*** Opening Data supplied ***

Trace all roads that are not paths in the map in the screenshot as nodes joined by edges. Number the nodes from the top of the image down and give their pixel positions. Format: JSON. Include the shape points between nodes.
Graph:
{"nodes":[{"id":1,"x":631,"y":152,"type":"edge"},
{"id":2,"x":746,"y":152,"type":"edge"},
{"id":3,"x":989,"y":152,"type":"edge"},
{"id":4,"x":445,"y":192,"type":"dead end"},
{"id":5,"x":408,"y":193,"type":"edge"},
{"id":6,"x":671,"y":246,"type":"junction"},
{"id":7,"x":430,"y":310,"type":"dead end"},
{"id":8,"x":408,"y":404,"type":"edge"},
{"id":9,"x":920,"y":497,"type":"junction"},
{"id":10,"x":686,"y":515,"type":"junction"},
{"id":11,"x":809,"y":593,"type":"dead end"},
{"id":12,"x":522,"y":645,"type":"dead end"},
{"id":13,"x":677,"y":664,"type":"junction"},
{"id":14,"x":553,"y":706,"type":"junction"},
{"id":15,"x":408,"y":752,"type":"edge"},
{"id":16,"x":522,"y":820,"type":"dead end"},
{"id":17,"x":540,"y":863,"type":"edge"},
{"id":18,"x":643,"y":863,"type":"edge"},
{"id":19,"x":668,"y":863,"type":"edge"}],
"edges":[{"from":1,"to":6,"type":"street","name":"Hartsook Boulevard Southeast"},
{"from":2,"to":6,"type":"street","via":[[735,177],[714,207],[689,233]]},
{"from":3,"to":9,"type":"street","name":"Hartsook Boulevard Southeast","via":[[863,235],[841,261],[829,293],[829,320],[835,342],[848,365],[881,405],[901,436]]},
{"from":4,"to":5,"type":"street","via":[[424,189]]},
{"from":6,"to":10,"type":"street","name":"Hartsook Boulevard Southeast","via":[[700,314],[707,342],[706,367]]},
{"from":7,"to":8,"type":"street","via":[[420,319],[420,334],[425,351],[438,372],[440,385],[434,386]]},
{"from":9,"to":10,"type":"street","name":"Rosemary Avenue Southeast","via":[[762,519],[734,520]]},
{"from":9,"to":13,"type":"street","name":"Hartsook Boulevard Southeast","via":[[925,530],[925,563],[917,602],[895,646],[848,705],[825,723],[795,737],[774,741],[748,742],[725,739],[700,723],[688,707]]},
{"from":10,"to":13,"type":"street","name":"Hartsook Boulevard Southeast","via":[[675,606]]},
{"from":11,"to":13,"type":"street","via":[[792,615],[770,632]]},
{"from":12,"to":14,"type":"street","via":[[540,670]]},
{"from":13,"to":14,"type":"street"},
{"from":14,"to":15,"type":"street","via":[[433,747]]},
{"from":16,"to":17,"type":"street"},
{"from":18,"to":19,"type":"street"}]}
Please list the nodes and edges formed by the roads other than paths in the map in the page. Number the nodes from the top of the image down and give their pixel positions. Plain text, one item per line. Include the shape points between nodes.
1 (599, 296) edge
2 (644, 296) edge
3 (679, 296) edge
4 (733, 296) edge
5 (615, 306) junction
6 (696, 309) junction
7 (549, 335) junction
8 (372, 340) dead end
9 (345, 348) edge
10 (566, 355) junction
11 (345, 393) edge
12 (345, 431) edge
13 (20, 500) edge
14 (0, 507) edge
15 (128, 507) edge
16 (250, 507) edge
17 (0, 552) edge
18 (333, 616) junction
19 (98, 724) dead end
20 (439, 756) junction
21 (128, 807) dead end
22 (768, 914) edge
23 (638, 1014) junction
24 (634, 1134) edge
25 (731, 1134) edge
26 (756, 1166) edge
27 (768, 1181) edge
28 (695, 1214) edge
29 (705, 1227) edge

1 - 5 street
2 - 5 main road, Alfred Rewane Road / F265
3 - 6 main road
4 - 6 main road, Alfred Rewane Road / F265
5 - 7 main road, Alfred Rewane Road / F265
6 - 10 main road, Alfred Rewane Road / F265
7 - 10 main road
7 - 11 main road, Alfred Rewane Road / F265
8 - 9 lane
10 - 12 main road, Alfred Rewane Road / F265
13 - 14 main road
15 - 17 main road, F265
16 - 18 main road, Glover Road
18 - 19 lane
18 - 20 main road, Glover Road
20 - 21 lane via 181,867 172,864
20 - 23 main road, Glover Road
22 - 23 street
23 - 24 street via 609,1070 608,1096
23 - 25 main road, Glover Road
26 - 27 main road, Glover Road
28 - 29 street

*** Closing Data supplied ***

▶ **What this task involves**: Your answer should be the full set of records above, restated exactly.

▶ **Output of the task**:
Trace all roads that are not paths in the map in the screenshot as nodes joined by edges. Number the nodes from the top of the image down and give their pixel positions. Format: JSON. Include the shape points between nodes.
Graph:
{"nodes":[{"id":1,"x":631,"y":152,"type":"edge"},
{"id":2,"x":746,"y":152,"type":"edge"},
{"id":3,"x":989,"y":152,"type":"edge"},
{"id":4,"x":445,"y":192,"type":"dead end"},
{"id":5,"x":408,"y":193,"type":"edge"},
{"id":6,"x":671,"y":246,"type":"junction"},
{"id":7,"x":430,"y":310,"type":"dead end"},
{"id":8,"x":408,"y":404,"type":"edge"},
{"id":9,"x":920,"y":497,"type":"junction"},
{"id":10,"x":686,"y":515,"type":"junction"},
{"id":11,"x":809,"y":593,"type":"dead end"},
{"id":12,"x":522,"y":645,"type":"dead end"},
{"id":13,"x":677,"y":664,"type":"junction"},
{"id":14,"x":553,"y":706,"type":"junction"},
{"id":15,"x":408,"y":752,"type":"edge"},
{"id":16,"x":522,"y":820,"type":"dead end"},
{"id":17,"x":540,"y":863,"type":"edge"},
{"id":18,"x":643,"y":863,"type":"edge"},
{"id":19,"x":668,"y":863,"type":"edge"}],
"edges":[{"from":1,"to":6,"type":"street","name":"Hartsook Boulevard Southeast"},
{"from":2,"to":6,"type":"street","via":[[735,177],[714,207],[689,233]]},
{"from":3,"to":9,"type":"street","name":"Hartsook Boulevard Southeast","via":[[863,235],[841,261],[829,293],[829,320],[835,342],[848,365],[881,405],[901,436]]},
{"from":4,"to":5,"type":"street","via":[[424,189]]},
{"from":6,"to":10,"type":"street","name":"Hartsook Boulevard Southeast","via":[[700,314],[707,342],[706,367]]},
{"from":7,"to":8,"type":"street","via":[[420,319],[420,334],[425,351],[438,372],[440,385],[434,386]]},
{"from":9,"to":10,"type":"street","name":"Rosemary Avenue Southeast","via":[[762,519],[734,520]]},
{"from":9,"to":13,"type":"street","name":"Hartsook Boulevard Southeast","via":[[925,530],[925,563],[917,602],[895,646],[848,705],[825,723],[795,737],[774,741],[748,742],[725,739],[700,723],[688,707]]},
{"from":10,"to":13,"type":"street","name":"Hartsook Boulevard Southeast","via":[[675,606]]},
{"from":11,"to":13,"type":"street","via":[[792,615],[770,632]]},
{"from":12,"to":14,"type":"street","via":[[540,670]]},
{"from":13,"to":14,"type":"street"},
{"from":14,"to":15,"type":"street","via":[[433,747]]},
{"from":16,"to":17,"type":"street"},
{"from":18,"to":19,"type":"street"}]}
Please list the nodes and edges formed by the roads other than paths in the map in the page. Number the nodes from the top of the image down and give their pixel positions. Plain text, one item per line. Include the shape points between nodes.
1 (599, 296) edge
2 (644, 296) edge
3 (679, 296) edge
4 (733, 296) edge
5 (615, 306) junction
6 (696, 309) junction
7 (549, 335) junction
8 (372, 340) dead end
9 (345, 348) edge
10 (566, 355) junction
11 (345, 393) edge
12 (345, 431) edge
13 (20, 500) edge
14 (0, 507) edge
15 (128, 507) edge
16 (250, 507) edge
17 (0, 552) edge
18 (333, 616) junction
19 (98, 724) dead end
20 (439, 756) junction
21 (128, 807) dead end
22 (768, 914) edge
23 (638, 1014) junction
24 (634, 1134) edge
25 (731, 1134) edge
26 (756, 1166) edge
27 (768, 1181) edge
28 (695, 1214) edge
29 (705, 1227) edge

1 - 5 street
2 - 5 main road, Alfred Rewane Road / F265
3 - 6 main road
4 - 6 main road, Alfred Rewane Road / F265
5 - 7 main road, Alfred Rewane Road / F265
6 - 10 main road, Alfred Rewane Road / F265
7 - 10 main road
7 - 11 main road, Alfred Rewane Road / F265
8 - 9 lane
10 - 12 main road, Alfred Rewane Road / F265
13 - 14 main road
15 - 17 main road, F265
16 - 18 main road, Glover Road
18 - 19 lane
18 - 20 main road, Glover Road
20 - 21 lane via 181,867 172,864
20 - 23 main road, Glover Road
22 - 23 street
23 - 24 street via 609,1070 608,1096
23 - 25 main road, Glover Road
26 - 27 main road, Glover Road
28 - 29 street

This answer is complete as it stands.